For what I will to do, that I do not practice,
but what I hate, that I do." - (Romans 7:15)
This morning I got on the scale fully expecting to have lost some weight after all the prepping and cleansing I had done for yesterday's colonoscopy and discovered, instead, that I have actually gained 1.5 lbs. And why should that surprise me, considering the shameful binge I went on the day before the prep, and then again when I got home from the procedure, rationalizing that I would get back on track today. What was I thinking?
Now I'm sitting here reminiscing, as I write to you, and realizing that all my ailments--without exception--have been a direct result of my own failure to take proper care of this one body I was entrusted with. I have done it to myself, and even worse, to the temple of your Holy Spirit who dwells in me (1 Cor. 6:19).

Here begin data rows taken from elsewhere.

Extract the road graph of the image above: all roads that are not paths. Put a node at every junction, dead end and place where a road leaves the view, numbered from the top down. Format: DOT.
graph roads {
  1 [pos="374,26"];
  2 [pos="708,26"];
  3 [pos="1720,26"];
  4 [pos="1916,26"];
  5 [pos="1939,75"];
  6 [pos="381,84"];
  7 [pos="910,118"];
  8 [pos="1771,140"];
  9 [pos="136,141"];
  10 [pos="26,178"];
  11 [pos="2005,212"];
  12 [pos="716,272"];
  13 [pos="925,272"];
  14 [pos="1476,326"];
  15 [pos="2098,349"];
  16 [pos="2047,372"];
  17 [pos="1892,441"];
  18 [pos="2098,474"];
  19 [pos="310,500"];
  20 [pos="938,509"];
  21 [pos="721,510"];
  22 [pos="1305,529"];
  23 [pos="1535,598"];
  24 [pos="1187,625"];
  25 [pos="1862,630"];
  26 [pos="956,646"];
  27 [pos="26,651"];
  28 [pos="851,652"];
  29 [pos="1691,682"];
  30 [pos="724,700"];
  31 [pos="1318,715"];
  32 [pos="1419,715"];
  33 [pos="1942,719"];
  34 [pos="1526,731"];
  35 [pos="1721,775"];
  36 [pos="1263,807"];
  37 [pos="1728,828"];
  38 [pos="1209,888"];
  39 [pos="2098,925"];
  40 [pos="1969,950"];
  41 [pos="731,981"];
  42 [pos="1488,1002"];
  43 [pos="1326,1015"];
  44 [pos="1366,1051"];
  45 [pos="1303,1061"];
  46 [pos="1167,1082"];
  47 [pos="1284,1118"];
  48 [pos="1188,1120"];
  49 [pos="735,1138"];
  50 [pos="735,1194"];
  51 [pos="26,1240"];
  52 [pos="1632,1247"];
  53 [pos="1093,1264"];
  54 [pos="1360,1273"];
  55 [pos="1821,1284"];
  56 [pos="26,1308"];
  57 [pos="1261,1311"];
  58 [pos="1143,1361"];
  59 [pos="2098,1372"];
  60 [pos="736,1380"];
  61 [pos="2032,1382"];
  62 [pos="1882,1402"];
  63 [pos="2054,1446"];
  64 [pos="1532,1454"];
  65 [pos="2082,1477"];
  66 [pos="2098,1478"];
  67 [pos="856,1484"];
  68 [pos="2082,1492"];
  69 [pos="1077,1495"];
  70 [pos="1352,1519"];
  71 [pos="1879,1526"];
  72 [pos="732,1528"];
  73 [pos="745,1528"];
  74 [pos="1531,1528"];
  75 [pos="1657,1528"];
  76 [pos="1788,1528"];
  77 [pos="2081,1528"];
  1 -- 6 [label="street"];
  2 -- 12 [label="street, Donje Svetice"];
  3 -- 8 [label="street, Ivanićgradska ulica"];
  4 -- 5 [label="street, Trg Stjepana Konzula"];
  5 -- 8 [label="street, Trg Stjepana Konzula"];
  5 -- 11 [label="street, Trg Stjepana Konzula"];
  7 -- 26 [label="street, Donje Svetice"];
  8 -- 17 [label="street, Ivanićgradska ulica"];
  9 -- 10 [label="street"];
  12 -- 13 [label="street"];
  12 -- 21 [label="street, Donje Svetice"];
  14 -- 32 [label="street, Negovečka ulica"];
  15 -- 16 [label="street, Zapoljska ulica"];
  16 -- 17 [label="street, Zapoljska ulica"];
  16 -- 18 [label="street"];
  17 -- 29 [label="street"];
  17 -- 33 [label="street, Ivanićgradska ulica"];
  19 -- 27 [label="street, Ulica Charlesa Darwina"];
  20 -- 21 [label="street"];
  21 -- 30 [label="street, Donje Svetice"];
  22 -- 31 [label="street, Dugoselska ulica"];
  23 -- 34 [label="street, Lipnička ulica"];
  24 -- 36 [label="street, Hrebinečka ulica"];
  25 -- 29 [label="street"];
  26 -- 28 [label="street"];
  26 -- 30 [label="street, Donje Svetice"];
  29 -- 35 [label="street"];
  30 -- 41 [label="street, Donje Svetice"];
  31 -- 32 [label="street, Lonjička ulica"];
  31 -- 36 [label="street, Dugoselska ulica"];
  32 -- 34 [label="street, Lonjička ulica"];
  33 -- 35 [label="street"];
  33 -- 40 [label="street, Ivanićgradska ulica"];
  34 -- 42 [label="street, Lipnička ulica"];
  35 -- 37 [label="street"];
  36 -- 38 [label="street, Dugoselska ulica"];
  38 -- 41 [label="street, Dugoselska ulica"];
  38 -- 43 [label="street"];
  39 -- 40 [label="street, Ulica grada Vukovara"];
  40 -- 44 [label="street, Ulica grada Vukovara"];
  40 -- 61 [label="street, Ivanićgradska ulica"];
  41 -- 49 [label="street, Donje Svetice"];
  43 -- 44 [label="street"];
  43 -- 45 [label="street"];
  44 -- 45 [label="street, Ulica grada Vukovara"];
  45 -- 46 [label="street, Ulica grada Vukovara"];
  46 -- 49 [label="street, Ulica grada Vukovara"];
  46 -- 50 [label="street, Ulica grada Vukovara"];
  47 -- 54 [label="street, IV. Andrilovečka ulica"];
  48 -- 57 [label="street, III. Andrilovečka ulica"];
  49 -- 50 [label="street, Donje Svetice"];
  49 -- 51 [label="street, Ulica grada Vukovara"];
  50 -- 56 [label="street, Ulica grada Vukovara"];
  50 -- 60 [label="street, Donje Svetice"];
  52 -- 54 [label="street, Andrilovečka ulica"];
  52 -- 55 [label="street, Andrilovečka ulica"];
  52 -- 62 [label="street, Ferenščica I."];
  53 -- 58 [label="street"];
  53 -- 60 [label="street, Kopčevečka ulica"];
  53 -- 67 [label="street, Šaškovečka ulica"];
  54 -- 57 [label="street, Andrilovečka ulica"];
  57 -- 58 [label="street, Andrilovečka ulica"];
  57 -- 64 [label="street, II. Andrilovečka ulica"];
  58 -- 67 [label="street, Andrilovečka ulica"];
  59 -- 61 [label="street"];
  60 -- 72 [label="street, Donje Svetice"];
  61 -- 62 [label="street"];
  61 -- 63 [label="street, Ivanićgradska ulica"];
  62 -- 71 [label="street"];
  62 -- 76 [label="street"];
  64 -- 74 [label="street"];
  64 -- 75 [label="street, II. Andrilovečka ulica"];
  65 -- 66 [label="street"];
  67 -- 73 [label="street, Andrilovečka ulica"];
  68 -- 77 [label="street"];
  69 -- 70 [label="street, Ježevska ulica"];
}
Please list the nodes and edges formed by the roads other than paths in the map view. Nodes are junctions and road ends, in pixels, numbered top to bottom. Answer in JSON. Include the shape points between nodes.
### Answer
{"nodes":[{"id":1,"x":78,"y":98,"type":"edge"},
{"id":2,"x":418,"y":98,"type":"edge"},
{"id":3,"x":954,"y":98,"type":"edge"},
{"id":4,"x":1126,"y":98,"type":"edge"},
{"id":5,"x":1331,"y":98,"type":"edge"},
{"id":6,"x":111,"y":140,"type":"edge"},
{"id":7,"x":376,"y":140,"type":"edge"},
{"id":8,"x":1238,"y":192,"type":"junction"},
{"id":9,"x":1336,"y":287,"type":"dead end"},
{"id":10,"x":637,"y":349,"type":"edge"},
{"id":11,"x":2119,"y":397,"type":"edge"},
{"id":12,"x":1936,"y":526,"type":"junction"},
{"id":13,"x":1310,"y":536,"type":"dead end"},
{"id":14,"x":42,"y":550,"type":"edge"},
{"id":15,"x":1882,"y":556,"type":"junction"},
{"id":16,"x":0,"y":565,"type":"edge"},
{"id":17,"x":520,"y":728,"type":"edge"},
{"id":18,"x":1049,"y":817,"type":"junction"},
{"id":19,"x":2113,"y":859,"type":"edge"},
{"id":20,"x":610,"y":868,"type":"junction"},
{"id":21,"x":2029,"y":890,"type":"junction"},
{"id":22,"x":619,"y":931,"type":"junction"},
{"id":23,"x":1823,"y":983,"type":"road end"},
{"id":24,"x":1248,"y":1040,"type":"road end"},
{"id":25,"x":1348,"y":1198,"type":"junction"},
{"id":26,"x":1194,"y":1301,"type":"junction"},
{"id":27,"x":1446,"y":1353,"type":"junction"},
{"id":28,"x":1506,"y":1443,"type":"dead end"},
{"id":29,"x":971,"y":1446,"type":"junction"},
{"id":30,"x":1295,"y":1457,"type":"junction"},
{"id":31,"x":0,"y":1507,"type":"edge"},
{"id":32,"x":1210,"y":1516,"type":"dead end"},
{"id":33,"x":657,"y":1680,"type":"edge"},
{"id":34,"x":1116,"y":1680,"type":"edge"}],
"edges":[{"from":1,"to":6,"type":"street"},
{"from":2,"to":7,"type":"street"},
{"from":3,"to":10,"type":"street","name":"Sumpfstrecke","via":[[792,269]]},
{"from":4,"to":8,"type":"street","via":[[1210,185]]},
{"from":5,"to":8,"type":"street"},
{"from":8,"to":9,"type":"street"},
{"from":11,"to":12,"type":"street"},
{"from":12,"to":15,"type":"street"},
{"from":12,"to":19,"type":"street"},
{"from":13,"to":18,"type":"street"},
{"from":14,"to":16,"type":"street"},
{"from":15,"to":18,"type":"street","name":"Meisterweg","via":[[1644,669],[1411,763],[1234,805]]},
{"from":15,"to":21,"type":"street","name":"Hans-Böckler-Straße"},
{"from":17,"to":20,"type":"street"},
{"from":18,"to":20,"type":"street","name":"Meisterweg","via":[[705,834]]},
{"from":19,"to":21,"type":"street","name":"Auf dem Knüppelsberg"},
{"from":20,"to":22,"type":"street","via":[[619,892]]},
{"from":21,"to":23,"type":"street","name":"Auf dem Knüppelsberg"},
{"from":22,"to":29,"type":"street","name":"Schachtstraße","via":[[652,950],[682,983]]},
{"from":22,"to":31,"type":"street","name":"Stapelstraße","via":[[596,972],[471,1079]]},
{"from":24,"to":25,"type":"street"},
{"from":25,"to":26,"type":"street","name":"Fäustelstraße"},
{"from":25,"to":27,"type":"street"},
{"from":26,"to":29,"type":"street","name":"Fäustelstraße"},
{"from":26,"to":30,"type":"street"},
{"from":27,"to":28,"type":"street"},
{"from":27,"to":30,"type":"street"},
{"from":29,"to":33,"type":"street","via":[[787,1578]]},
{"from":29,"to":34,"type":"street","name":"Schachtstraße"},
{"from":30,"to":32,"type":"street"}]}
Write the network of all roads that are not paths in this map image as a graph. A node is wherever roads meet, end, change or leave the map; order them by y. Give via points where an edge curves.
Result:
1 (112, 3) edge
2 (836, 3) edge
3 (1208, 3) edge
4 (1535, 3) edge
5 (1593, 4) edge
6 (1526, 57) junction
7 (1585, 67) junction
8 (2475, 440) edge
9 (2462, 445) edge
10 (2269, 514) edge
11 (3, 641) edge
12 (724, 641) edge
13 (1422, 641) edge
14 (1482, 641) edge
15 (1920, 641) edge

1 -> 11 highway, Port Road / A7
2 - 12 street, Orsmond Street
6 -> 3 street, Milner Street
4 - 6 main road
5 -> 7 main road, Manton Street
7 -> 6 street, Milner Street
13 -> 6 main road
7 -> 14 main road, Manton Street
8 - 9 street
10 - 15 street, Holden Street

And so, again, for the umpteenth time, I repent, and pray that you would help me stand strong in the face of temptation, and glorify you by being obedient to your Word so you can work through me in ways that a watching world can see.
I thank you for your mercy and grace, for your unconditional love despite my repeated failures, and that I am still special in your sight. I am grateful beyond words for your compassion and that you never, ever give up on me--even when I'm ready to give up on myself.
Sometimes I think I'm getting way too old for this work in progress thing, but I know that's just another lie of the enemy. With You, it is never too late, and we are never too far gone or beyond forgiveness. So once again, I pick myself up, and holding on to the image of that great crowd of witnesses in the heavenlies watching me run my race and cheering me on (Hebrews 12:1), step up to the plate. Please help me to make it this time around. I cannot do it without you.